Quotes about Forgiveness
By forgiving, I release my own right to get even and leave all issues of fairness for God to work out.
— Philip Yancey
Though wrong does not disappear when I forgive, it loses its grip on me and is taken over by God, who knows what to do. Such a decision involves risk, of course: the risk that God may not deal with the person as I would want.
— Philip Yancey
Church is a place where I can say, unashamedly, I don't need to sin. I need another sinner.
— Philip Yancey
the Gospels make clear the connection: God forgives my debts as I forgive my debtors.
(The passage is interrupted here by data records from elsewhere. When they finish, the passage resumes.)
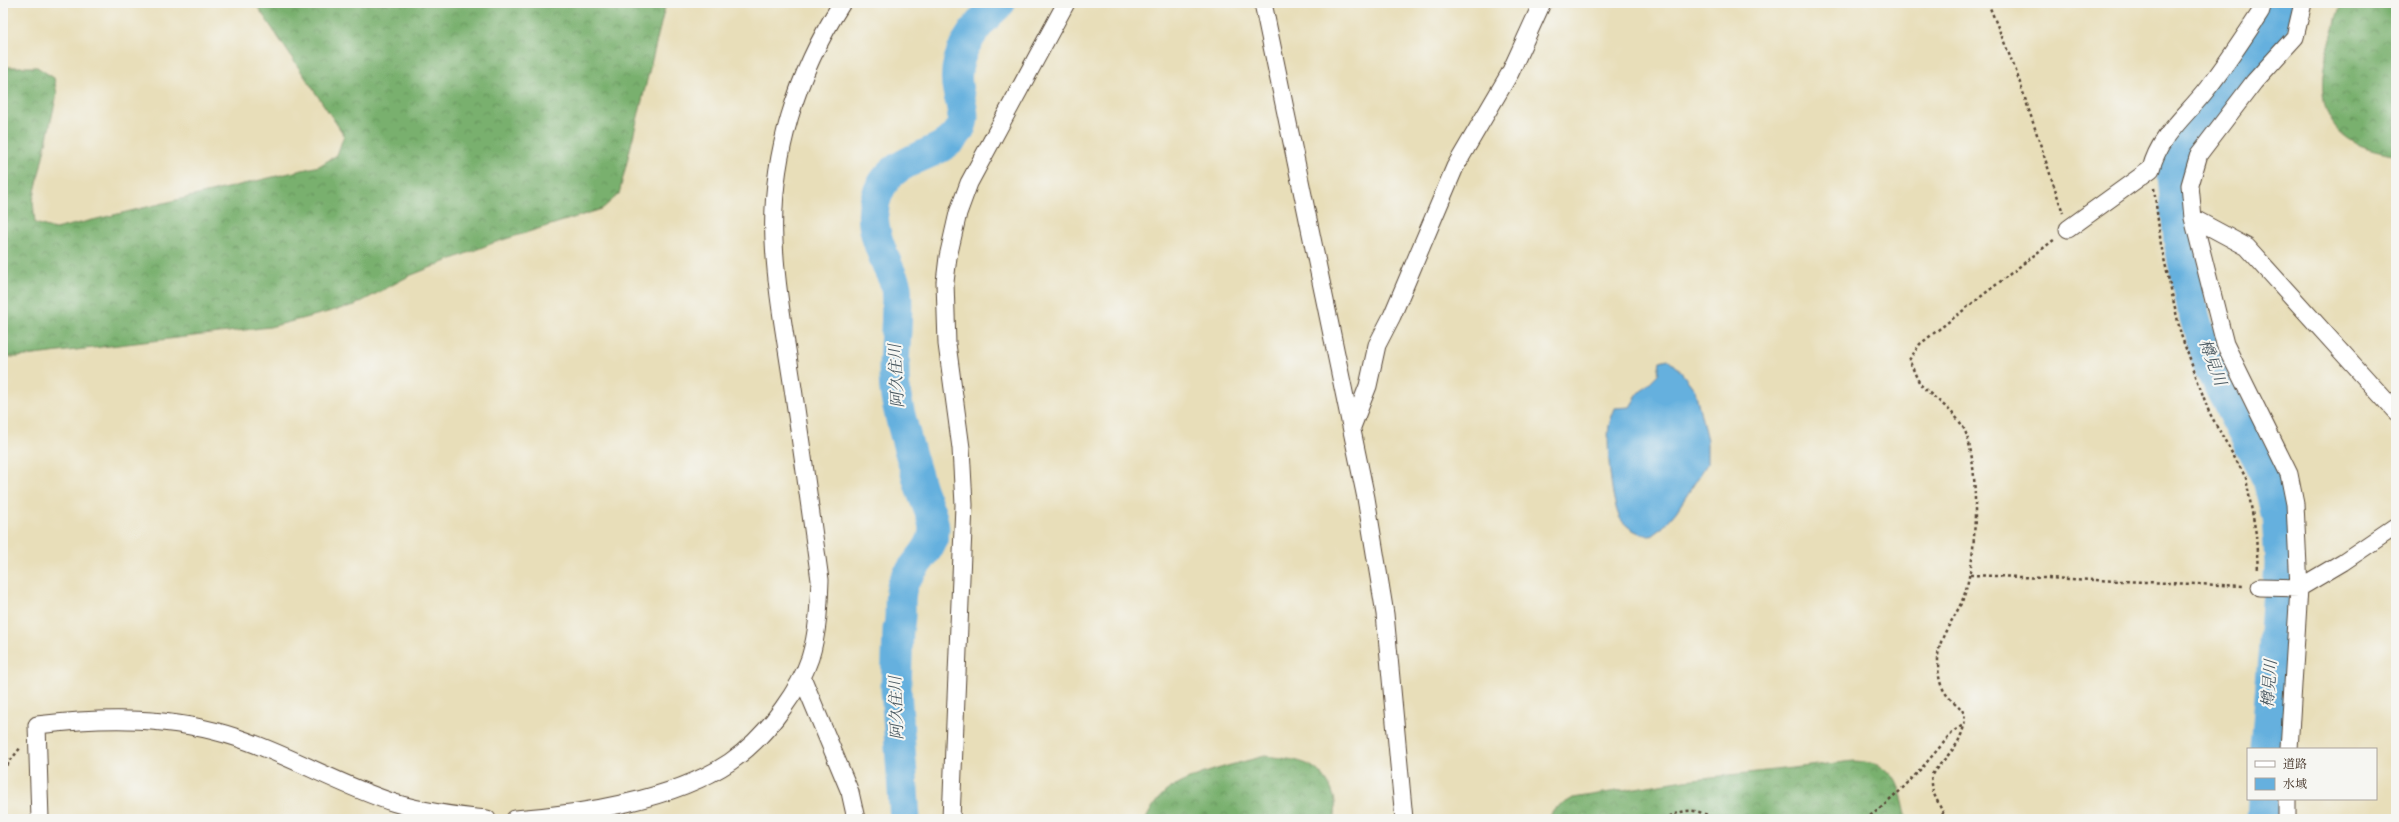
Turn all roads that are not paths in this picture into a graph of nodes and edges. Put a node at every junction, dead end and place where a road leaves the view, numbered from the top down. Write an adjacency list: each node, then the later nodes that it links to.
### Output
1 (842, 3): 14 (street)
2 (1066, 3): 21 (street)
3 (1264, 3): 10 (street)
4 (1542, 3): 10 (street)
5 (2263, 3): 8 (street)
6 (2302, 3): 7 (street)
7 (2193, 218): 9 (street); 13 (street)
8 (2068, 228)
9 (2396, 412)
10 (1352, 427): 22 (street)
11 (2396, 526): 13 (street)
12 (2260, 587): 13 (street)
13 (2295, 588): 15 (street)
14 (802, 677): 19 (street); 20 (street)
15 (2289, 748)
16 (2287, 800): 23 (street)
17 (40, 819): 18 (street)
18 (487, 819)
19 (515, 819)
20 (856, 819)
21 (951, 819)
22 (1404, 819)
23 (2287, 819)

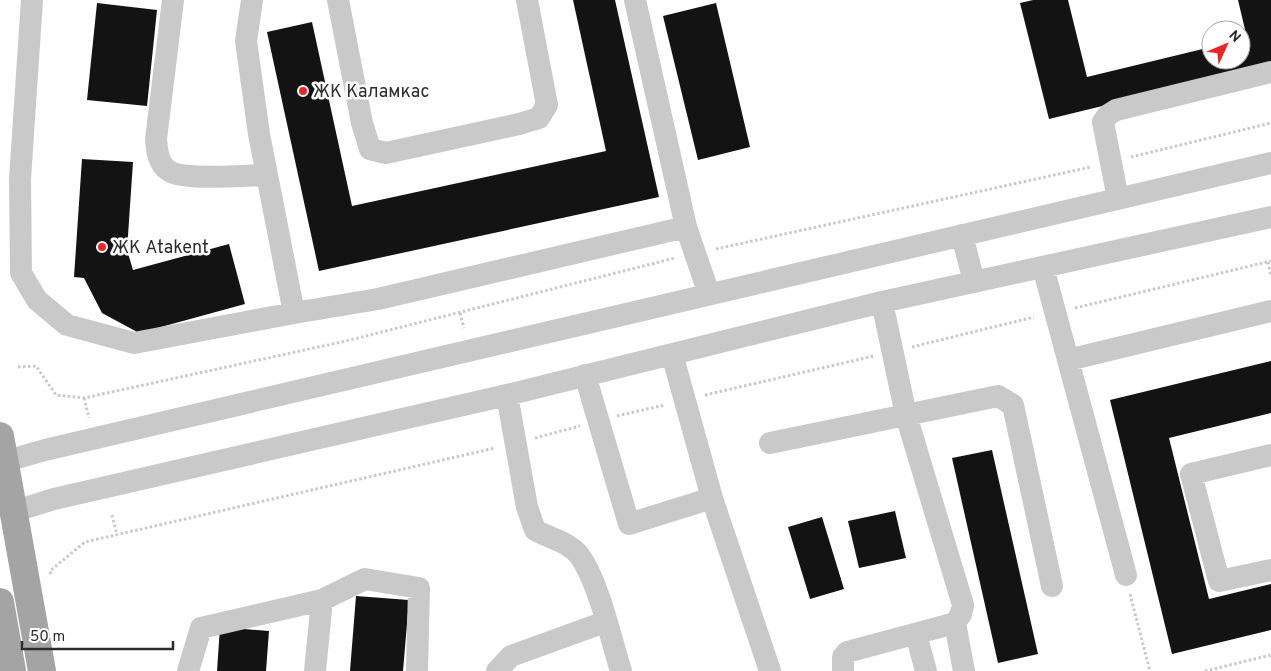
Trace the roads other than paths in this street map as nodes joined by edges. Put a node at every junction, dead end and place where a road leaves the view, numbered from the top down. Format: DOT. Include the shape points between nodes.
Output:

The reverse is also true: Only by living in the stream of God's grace will I find the strength to respond with grace toward others.
— Philip Yancey
the Jewish philosopher Hannah Arendt said, the only remedy for the inevitability of history is forgiveness; otherwise, we remain trapped in the "predicament of irreversibility.
— Philip Yancey
if I care to listen, I hear a loud whisper from the gospel that I did not get what I deserved.
— Philip Yancey
Lewis Smedes points out, "The first and often the only person to be healed by forgiveness is the person who does the forgiveness. . . . When we genuinely forgive, we set a prisoner free and then discover that the prisoner we set free was us.
— Philip Yancey
The only thing harder than forgiveness is the alternative.
— Philip Yancey
God's grace is not a grandfatherly display of "niceness," for it cost the exorbitant price of Calvary.
— Philip Yancey
Sadly, Jesus' followers tend to take the reverse approach. Some churches gradually lower the ideals, accommodating moral standards to a changing culture. Others raise the bar of grace so that needy people feel unwelcome: "We don't want that kind of person in our church." Either way we fail to communicate the spectacular good news that everyone fails and yet a gracious God offers forgiveness to all.
— Philip Yancey
God shattered the inexorable law of sin and retribution by invading earth, absorbing the worst we had to offer, crucifixion, and then fashioning from that cruel deed the remedy for the human condition. Calvary broke up the logjam between justice and forgiveness. By accepting onto his innocent self all the severe demands of justice, Jesus broke forever the chain of ungrace.
— Philip Yancey
a man who admits no guilt can accept no forgiveness.